##### Input

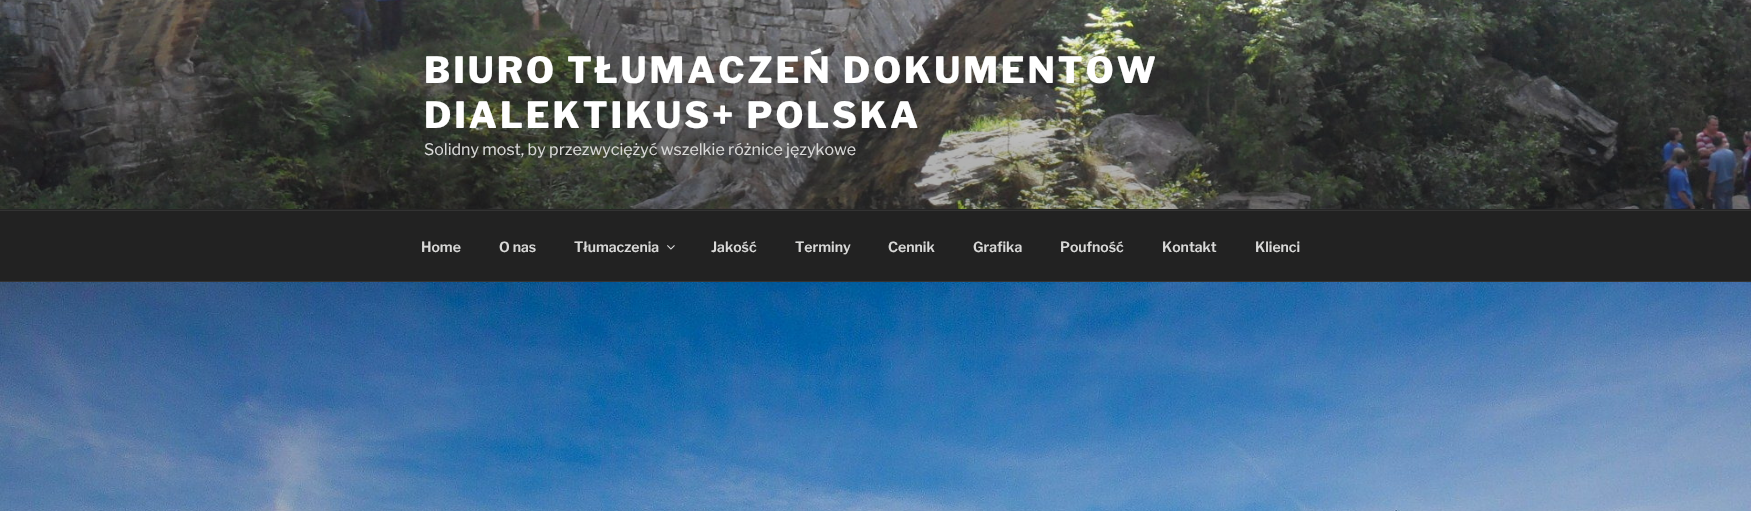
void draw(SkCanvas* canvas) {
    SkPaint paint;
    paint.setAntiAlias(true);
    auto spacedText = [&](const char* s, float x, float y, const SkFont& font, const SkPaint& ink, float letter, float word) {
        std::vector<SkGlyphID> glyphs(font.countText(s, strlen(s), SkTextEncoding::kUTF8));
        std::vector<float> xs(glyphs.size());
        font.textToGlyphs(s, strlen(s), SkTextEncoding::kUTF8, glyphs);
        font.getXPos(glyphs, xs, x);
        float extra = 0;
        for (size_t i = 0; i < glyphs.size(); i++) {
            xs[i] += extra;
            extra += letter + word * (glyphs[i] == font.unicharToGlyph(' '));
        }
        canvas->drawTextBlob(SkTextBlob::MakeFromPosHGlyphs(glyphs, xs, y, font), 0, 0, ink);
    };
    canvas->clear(0xFFFFFFFF);
    paint.setColor(0xFF262626);
    canvas->drawRect(SkRect::MakeXYWH(0, 209, 1751, 1), paint);
    canvas->drawImageRect(SkImages::DeferredFromEncodedData(SkData::MakeFromFileName("img1.png")), SkRect::MakeXYWH(0, 0, 1751, 209), SkSamplingOptions());
    SkFont font1(fontMgr->matchFamilyStyle("Libre Franklin", SkFontStyle(800, SkFontStyle::kNormal_Width, SkFontStyle::kUpright_Slant)), 36);
    font1.setSubpixel(true);
    paint.setColor(0xFFFFFFFF);
    spacedText("BIURO TŁUMACZEŃ DOKUMENTÓW", 424, 83, font1, paint, 2.9f, 0);
    spacedText("DIALEKTIKUS+ POLSKA", 424, 128, font1, paint, 2.9f, 0);
    SkFont font2(fontMgr->matchFamilyStyle("Libre Franklin", SkFontStyle::Normal()), 16);
    font2.setSubpixel(true);
    paint.setColor(0xFFD9D9D8);
    canvas->drawString("Solidny most, by przezwyciężyć wszelkie różnice językowe", 424, 155, font2, paint);
    paint.setColor(0xFF222222);
    canvas->drawRect(SkRect::MakeXYWH(0, 211, 1751, 70), paint);
    paint.setColor(0xFF333333);
    canvas->drawRect(SkRect::MakeXYWH(0, 210, 1751, 1), paint);
    canvas->drawRect(SkRect::MakeXYWH(0, 281, 1751, 1), paint);
    SkFont font3(fontMgr->matchFamilyStyle("Libre Franklin", SkFontStyle(600, SkFontStyle::kNormal_Width, SkFontStyle::kUpright_Slant)), 14);
    font3.setSubpixel(true);
    paint.setColor(0xFFD9D9D8);
    canvas->drawString("Home", 421, 252, font3, paint);
    canvas->drawString("O nas", 499, 252, font3, paint);
    canvas->drawString("Tłumaczenia", 574, 252, font3, paint);
    canvas->drawImageRect(SkImages::DeferredFromEncodedData(SkData::MakeFromFileName("img2.png")), SkRect::MakeXYWH(667, 245, 8, 5), SkSamplingOptions());
    canvas->drawString("Jakość", 711, 252, font3, paint);
    canvas->drawString("Terminy", 795, 252, font3, paint);
    canvas->drawString("Cennik", 888, 252, font3, paint);
    canvas->drawString("Grafika", 973, 252, font3, paint);
    canvas->drawString("Poufność", 1060, 252, font3, paint);
    canvas->drawString("Kontakt", 1162, 252, font3, paint);
    canvas->drawString("Klienci", 1255, 252, font3, paint);
    canvas->drawImageRect(SkImages::DeferredFromEncodedData(SkData::MakeFromFileName("img3.png")), SkRect::MakeXYWH(0, 282, 1751, 229), SkSamplingOptions());
}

##########

The first line of the entries, the line containing "auto spacedText = [&](const", and every line between them are to be output exactly; pictures are not.

void draw(SkCanvas* canvas) {
    SkPaint paint;
    paint.setAntiAlias(true);
    auto spacedText = [&](const char* s, float x, float y, const SkFont& font, const SkPaint& ink, float letter, float word) {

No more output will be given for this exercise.